Upon completion the Topology Builder window should refresh and the defined settings will be populated as shown.

image

  • Back at the main Topology Builder window select Edit Properties on the Lync Server root-level object.  Highlight the Simple URLssection and enter the desired Administrative Access URL (e.g. https://admin.mslync.net).  Technically his is an optional step as the administrative access URL is not required, but is a recommended way to access the Lync Server Control Panel via a web browser internally.
  • Move down to the Central Management Server section and select the new Front End server (e.g. lync.schertz.name) as the location to install the CMS component on.

image

The final process is to publish the changes made to the topology into the Central Management Server database which also updates information in the RTC services container in Active Directory and sets up the folder structure and permissions on the file share.

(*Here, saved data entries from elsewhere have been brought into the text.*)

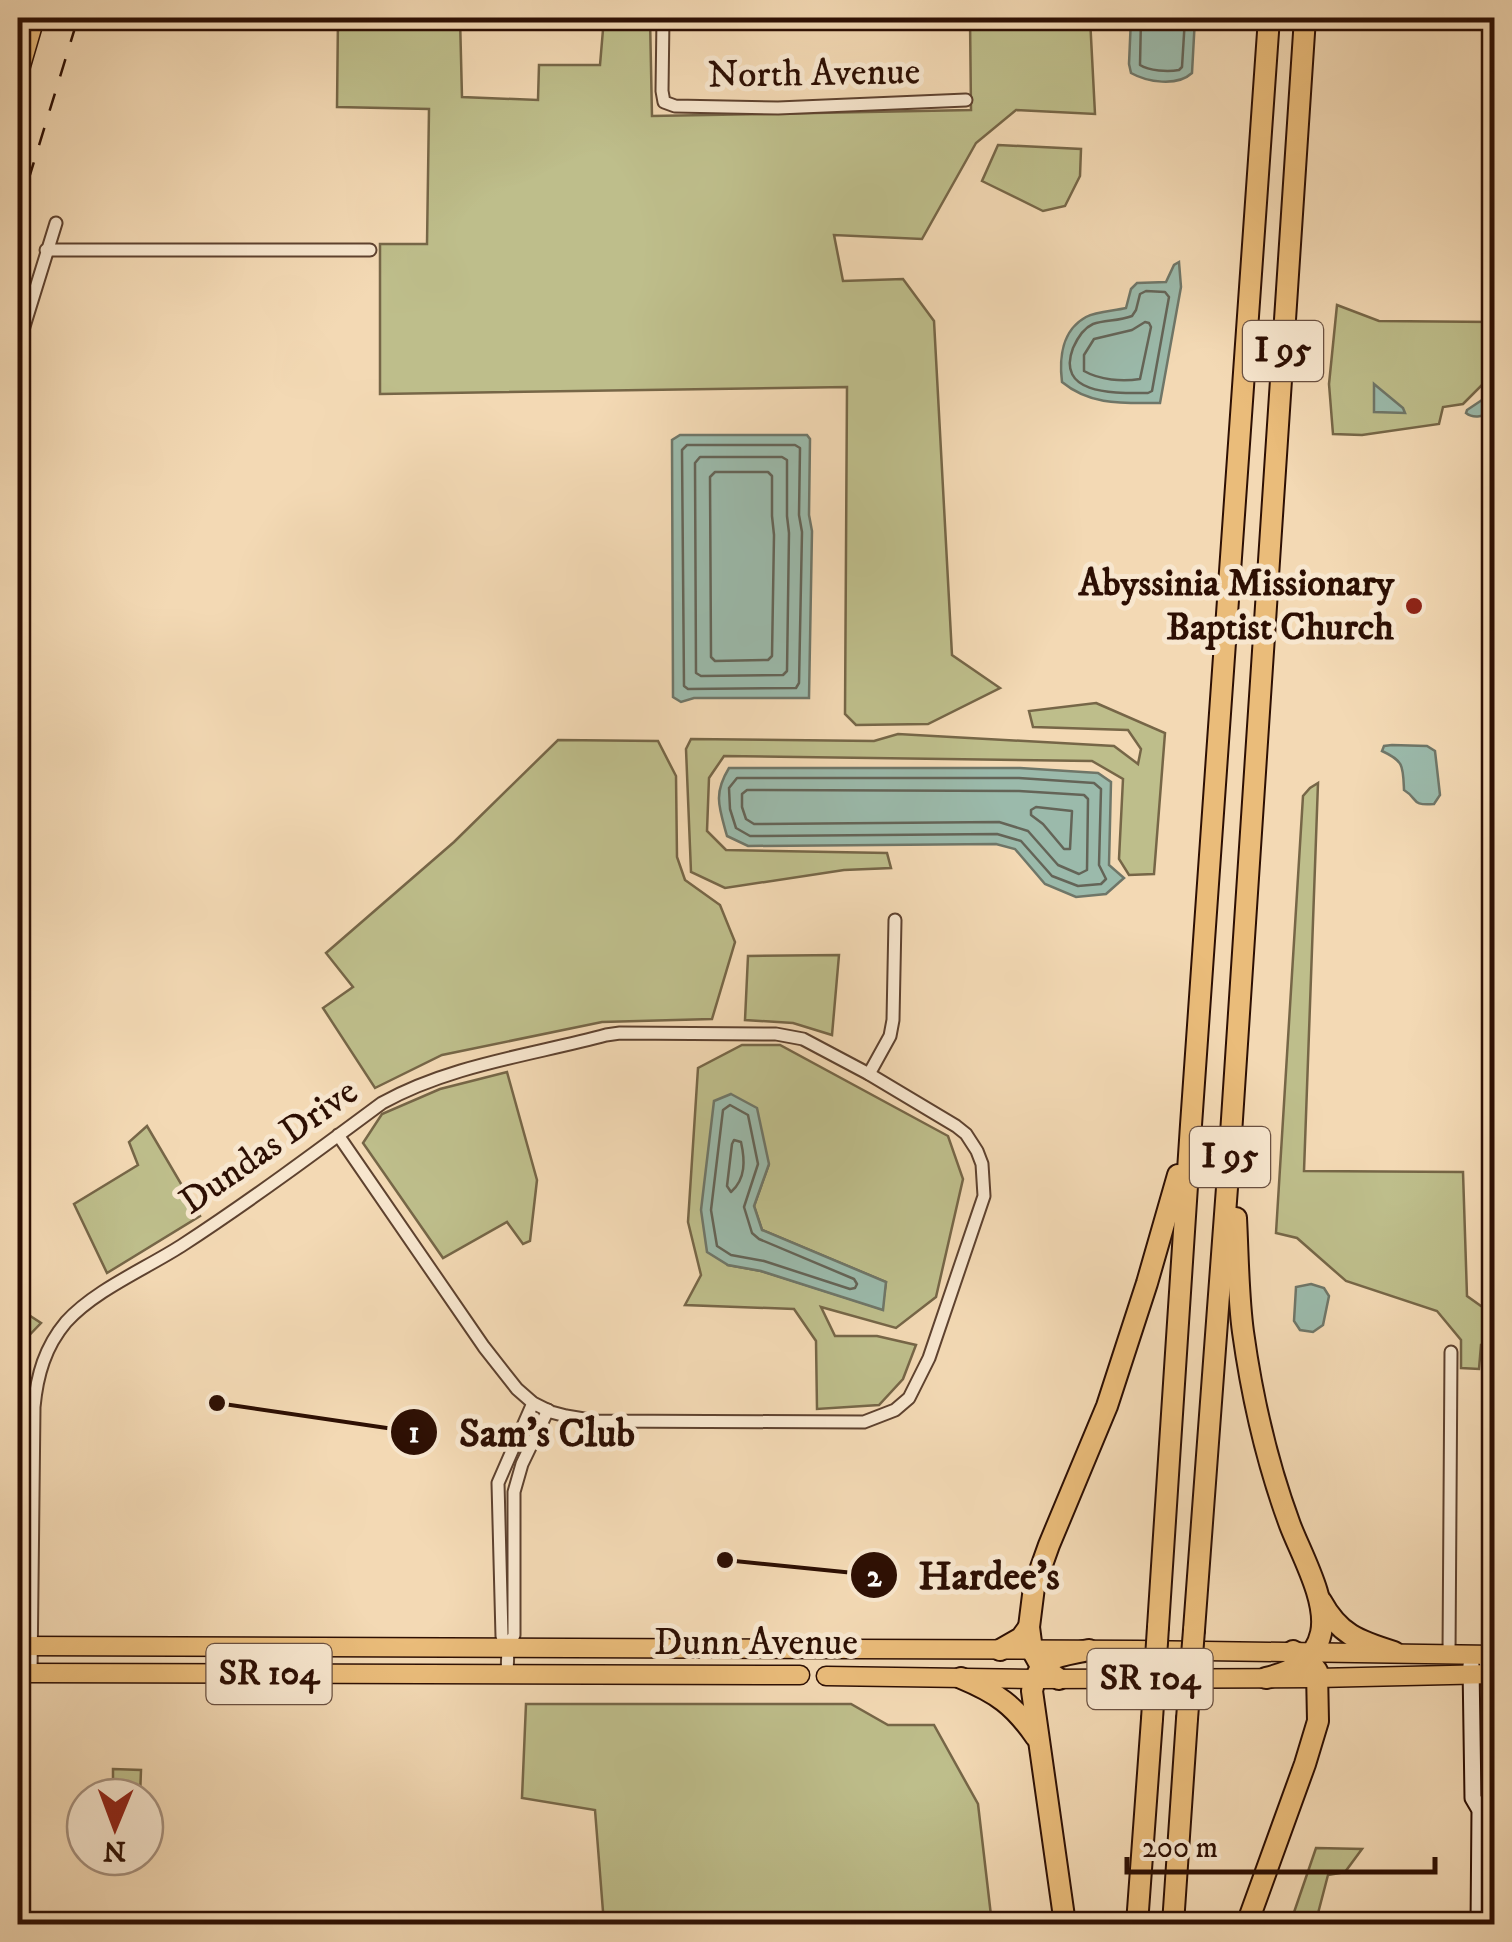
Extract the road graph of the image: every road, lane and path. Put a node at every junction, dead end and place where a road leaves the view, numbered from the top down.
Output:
1 (36, 18) edge
2 (663, 18) edge
3 (1268, 18) edge
4 (1305, 18) edge
5 (18, 76) edge
6 (966, 100) dead end
7 (56, 223) dead end
8 (46, 250) junction
9 (370, 250) dead end
10 (18, 346) edge
11 (895, 920) dead end
12 (870, 1074) junction
13 (1191, 1124) junction
14 (1232, 1134) junction
15 (338, 1135) junction
16 (1452, 1352) dead end
17 (534, 1402) junction
18 (548, 1410) junction
19 (1317, 1594) junction
20 (1028, 1627) junction
21 (24, 1646) edge
22 (508, 1647) junction
23 (801, 1649) junction
24 (1000, 1650) junction
25 (1089, 1650) joint
26 (1394, 1652) junction
27 (1449, 1655) junction
28 (1308, 1660) junction
29 (1036, 1665) junction
30 (1484, 1665) edge
31 (24, 1674) edge
32 (507, 1675) junction
33 (800, 1675) junction
34 (826, 1676) joint
35 (961, 1678) junction
36 (1266, 1678) joint
37 (1059, 1679) joint
38 (1040, 1742) junction
39 (1065, 1924) edge
40 (1136, 1924) edge
41 (1173, 1924) edge
42 (1247, 1924) edge
43 (1479, 1924) edge

1 - 5 main road
2 - 6 street, North Avenue
3 - 13 highway, I 95
4 - 14 highway, I 95
7 - 8 street
8 - 9 street
8 - 10 street
11 - 12 street
12 - 15 street, Dundas Drive
12 - 18 street, Dundas Drive
13 - 20 highway
13 - 40 highway, I 95, bridge
14 - 19 highway
14 - 41 highway, I 95, bridge
15 - 17 street
15 - 21 street, Dundas Drive
16 - 27 street
17 - 18 street
17 - 22 street
18 - 22 street
19 - 26 highway
19 - 28 highway
20 - 24 highway
20 - 29 highway
21 - 22 main road, Dunn Avenue / SR 104
21 - 31 street, Dundas Drive
22 - 23 main road, Dunn Avenue / SR 104
22 - 32 street
23 - 24 main road, Dunn Avenue / SR 104
23 - 33 street
24 - 29 main road, Dunn Avenue / SR 104
25 - 28 main road, SR 104
25 - 29 highway
26 - 27 main road, SR 104
26 - 28 main road, SR 104
27 - 30 main road, SR 104
28 - 30 main road, SR 104
28 - 36 highway
28 - 42 highway
29 - 35 main road, Dunn Avenue / SR 104
29 - 37 highway
29 - 38 highway
30 - 43 street
31 - 32 main road, Dunn Avenue / SR 104
32 - 33 main road, Dunn Avenue / SR 104
33 - 34 street, Dunn Avenue / SR 104
34 - 35 main road, Dunn Avenue / SR 104
35 - 38 highway
36 - 37 main road, SR 104
38 - 39 highway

    • From the Action menu select Publish Topology.  The local server FQDN for the Central Management Store location should already be populated in the drop-down menu due to the previous step.  If all configuration steps were performed correctly then the wizard should complete without any errors or warnings.

image

As indicated by the To-Do List shown under Next Steps a couple of DNS records will need to be manually created to match the FQDN set in the Lync Server topology.

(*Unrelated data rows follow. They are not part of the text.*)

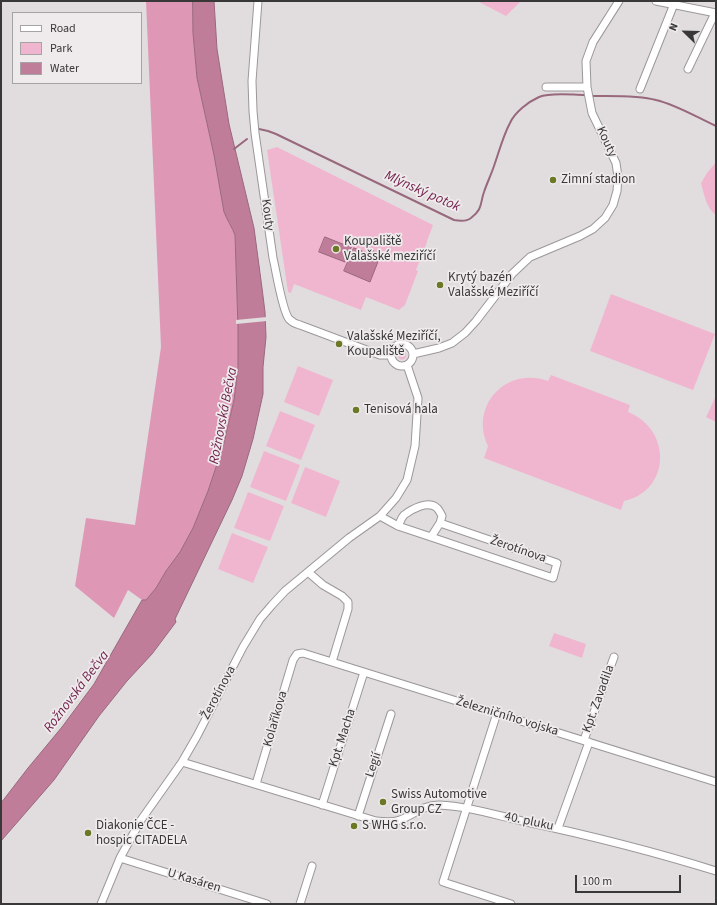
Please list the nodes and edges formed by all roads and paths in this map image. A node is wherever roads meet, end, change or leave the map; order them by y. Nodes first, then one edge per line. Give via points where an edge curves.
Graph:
1 (258, 1) edge
2 (619, 1) edge
3 (656, 1) edge
4 (674, 4) junction
5 (715, 13) edge
6 (688, 69) dead end
7 (546, 86) dead end
8 (588, 87) junction
9 (640, 89) dead end
10 (413, 354) junction
11 (391, 355) junction
12 (407, 365) junction
13 (380, 516) junction
14 (440, 523) junction
15 (398, 526) junction
16 (431, 537) junction
17 (308, 572) junction
18 (297, 654) joint
19 (614, 657) dead end
20 (332, 662) junction
21 (364, 672) junction
22 (496, 713) junction
23 (390, 714) dead end
24 (586, 741) junction
25 (182, 762) junction
26 (716, 782) edge
27 (256, 784) junction
28 (322, 805) junction
29 (466, 809) junction
30 (358, 816) junction
31 (558, 828) junction
32 (120, 858) junction
33 (312, 866) dead end
34 (716, 871) edge
35 (101, 904) edge
36 (267, 904) edge
37 (300, 904) edge
38 (511, 904) edge

1 - 11 street, Kouty via 252,81 254,122 276,276 286,312 290,320 300,326 380,355
2 - 8 street, Kouty via 589,52 586,61
3 - 4 street
4 - 5 street
4 - 9 street
5 - 6 street
7 - 8 street
8 - 10 street, Kouty via 592,113 616,163 618,177 613,205 605,218 594,229 530,257 512,274 476,321 452,343
10 - 11 street via 410,346 402,344 394,347
10 - 12 street
11 - 12 street, Kouty via 392,360 398,365
12 - 13 street, Žerotínova via 418,398 415,446 407,480
13 - 15 street, Žerotínova
13 - 17 street, Žerotínova
14 - 15 street via 442,516 437,508 426,505 403,516
14 - 16 street
14 - 16 street, Žerotínova via 557,563 553,578
15 - 16 street, Žerotínova
17 - 20 street via 348,602
17 - 25 street, Žerotínova via 285,591 252,632
18 - 20 street, Železničního vojska via 306,654
18 - 27 street, Kolaříkova
19 - 24 street, Kpt. Zavadila
20 - 21 street, Železničního vojska
21 - 22 street, Železničního vojska
21 - 28 street, Kpt. Macha
22 - 24 street, Železničního vojska
22 - 29 street
23 - 30 street, Legií
24 - 26 street, Železničního vojska
24 - 31 street, Kpt. Zavadila
25 - 27 street, 40. pluku
25 - 32 street, Žerotínova via 141,820
27 - 28 street, 40. pluku
28 - 30 street, 40. pluku
29 - 30 street, 40. pluku via 438,805 426,807 401,820 389,822
29 - 31 street, 40. pluku
29 - 38 street via 444,882
31 - 34 street, 40. pluku
32 - 35 street, Žerotínova
32 - 36 street, U Kasáren
33 - 37 street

  • Create new DNS Host (A) records for the Simple URLs on the internal DNS server’s forward lookup zone which match the SIP domain used.  Each record should point to the static IP address used by the server where the Standard Edition roles will be deployed, thus the same IP address as the lync.schertz.name server is used for all records.

meet.mslync.net
dialin.mslync.net
admin.mslync.net

image

To validate and understand the changes the Topology Builder has applied to Active Directory there are a number of places to look throughout the various results logs, within Active Directory, and the SQL databases themselves.

  • Use adsiedit.msc to connect to the Configuration context and browse to the path shown below and notice that the previously empty containers are now populated with child objects and attributes.

CN=RTC Service,CN=Services,CN=Configuration,DC=schertz,DC=name

image

  • The SQL Server Management Studio tool (if installed) can be used to connect to the RTC instance on the Lync Server to view the databases new xds and lis databases.

image

  • The raw database files can be found on the Lync Server in the default installation directory shown below.

image

  • Additionally the defined file share is now populated with the new folder structure and the required share permissions.